Project · MVP scaffold

CaptionCompass — see the words, sense where they come from

A caption-first accessibility app for deaf and hard-of-hearing Android users. Live captions are always visible. A rough directional hint of the speaker appears only when it is reliable.

Hand-drawn audio pipeline: stereo mics on phone → AAudio UNPROCESSED → VAD → two parallel paths (GCC-PHAT DoA → Zone Smoother with 5 zones, and ASR via SpeechRecognizer / Vosk) → phone screen with DIRECTION arc + CAPTIONS. Caption: 'show less, not more — direction only when reliable'. — Whiteboard sketch · the audio pipeline

The product philosophy in five sentences

The directional hint is opt-in and gated. It appears only when:

The user has turned it on in settings, and
The device exposes two usable microphones via the UNPROCESSED audio source, and
The phone is lying flat and steady (gyroscope check), and
Confidence is high or medium.

If any one of those conditions falls away, the captions keep working unchanged and the direction arc fades out. "Show less, not more" — not turning a feature off, but respectfully withdrawing the feature when it cannot be backed up firmly enough.

What's in the MVP

Layer	Status
Project / Gradle / Manifest	ready
Domain model + fallback policy	ready, unit-tested
Capability probe (looks for UNPROCESSED + stereo)	ready
`AudioRecord` stereo capture	ready
Energy VAD (voice activity detection)	ready
GCC-PHAT DoA + zone smoother	ready, unit-tested on τ→zone mapping
Android `SpeechRecognizer` adapter	ready
Mock audio + mock ASR (for emulator work)	ready
Foreground service (Android 14 mic type)	ready
Compose UI (status bar, direction arc, captions, controls)	ready
Phase 2	Vosk fallback ASR, Silero-VAD ONNX
Phase 4	Stereo BLE input (external stereo mics)

Stack

Language

Kotlin 2.0.20

Jetpack Compose (BOM 2024.10), single-screen single-activity

Audio capture

AudioRecord with UNPROCESSED source and stereo channel mask

VAD

Energy-based (Phase 1), Silero-VAD ONNX (Phase 2)

DoA

GCC-PHAT (generalized cross-correlation phase transform), custom Kotlin implementation

ASR

Android SpeechRecognizer (online), Vosk (Phase 2, offline fallback)

Service

Foreground service with Android 14 microphone foreground type

Min SDK

26 (Android 8.0+)

Target SDK

35 (Android 15)

Why GCC-PHAT and not an ML model for direction

DoA with two microphones is a solved mathematical problem if you frame it correctly. GCC-PHAT gives a time-difference-of-arrival from which a single azimuth follows. On a phone with ~14cm between the mics this yields no degree-level precision, but it does give a reliable left / centre / right / rear-left / rear-right indication (five zones). That is enough for the use case without ML models that cost latency and battery.

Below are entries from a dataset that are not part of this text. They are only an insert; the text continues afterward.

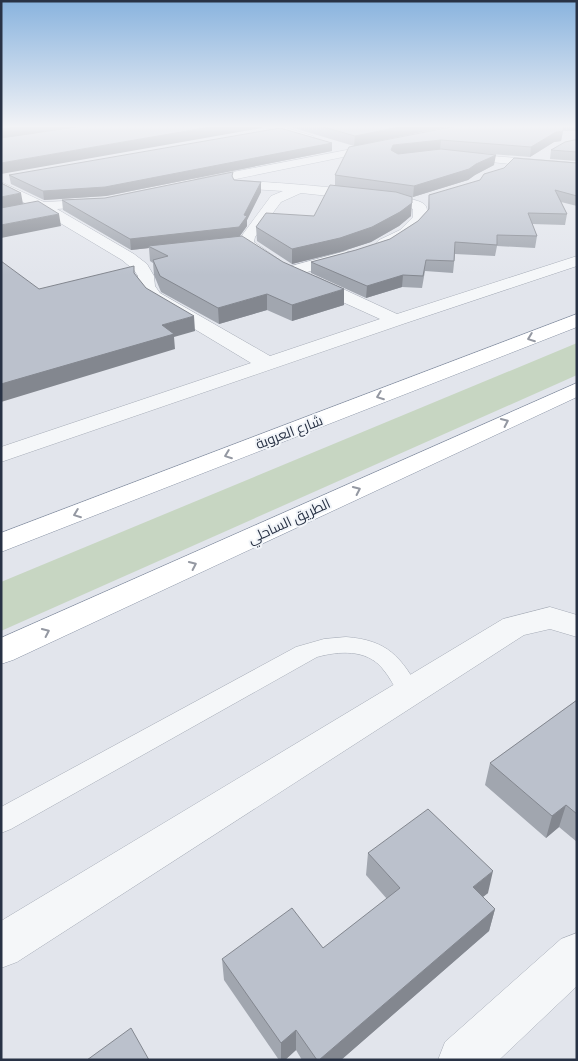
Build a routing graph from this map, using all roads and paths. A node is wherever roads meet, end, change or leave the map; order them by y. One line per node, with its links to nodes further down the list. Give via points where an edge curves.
1 (235, 176): 4 (street, via 185,187 252,185)
2 (333, 177): 4 (street)
3 (4, 181): 8 (street)
4 (296, 190): 7 (street); 10 (street, via 276,199)
5 (429, 198): 7 (street)
6 (114, 200): 8 (street)
7 (414, 203): 12 (street, via 420,207 420,218 405,233)
8 (42, 206): 9 (street); 15 (street)
9 (1, 215)
10 (246, 243): 11 (street); 17 (street)
11 (226, 245)
12 (374, 248)
13 (355, 254): 17 (street)
14 (147, 255): 15 (street)
15 (128, 257): 20 (street, via 141,267 146,276 146,286 154,297)
16 (577, 261): 18 (street)
17 (290, 272): 18 (street)
18 (396, 320): 20 (street)
19 (577, 320): 23 (highway, شارع العروبة, one-way to 23)
20 (268, 364): 22 (street)
21 (577, 390): 25 (highway, الطريق الساحلي, one-way to 21)
22 (1, 456)
23 (1, 543)
24 (577, 626): 26 (street, via 550,618 514,627)
25 (1, 652)
26 (409, 692): 27 (lane, via 386,658 374,651 344,644 316,648); 28 (street)
27 (1, 821)
28 (1, 946)
29 (577, 955): 30 (street)
30 (463, 1060)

For confidence evaluation, the cross-correlation peak sharpness is used — a high peak means one clear source; a flat peak means multiple speakers or noise, and then the arc is faded out instead of showing a misleading direction.

Status + roadmap

Now: MVP scaffold ready. Domain layer unit-tested, Compose UI runs, stereo capture works, captions work via SpeechRecognizer. Mock mode for emulator development.

Phase 2: Vosk offline ASR + Silero-VAD ONNX (better VAD, device-independent).

Phase 4: Stereo BLE input — connect external stereo mics over Bluetooth for better DoA precision than the built-in phone mics.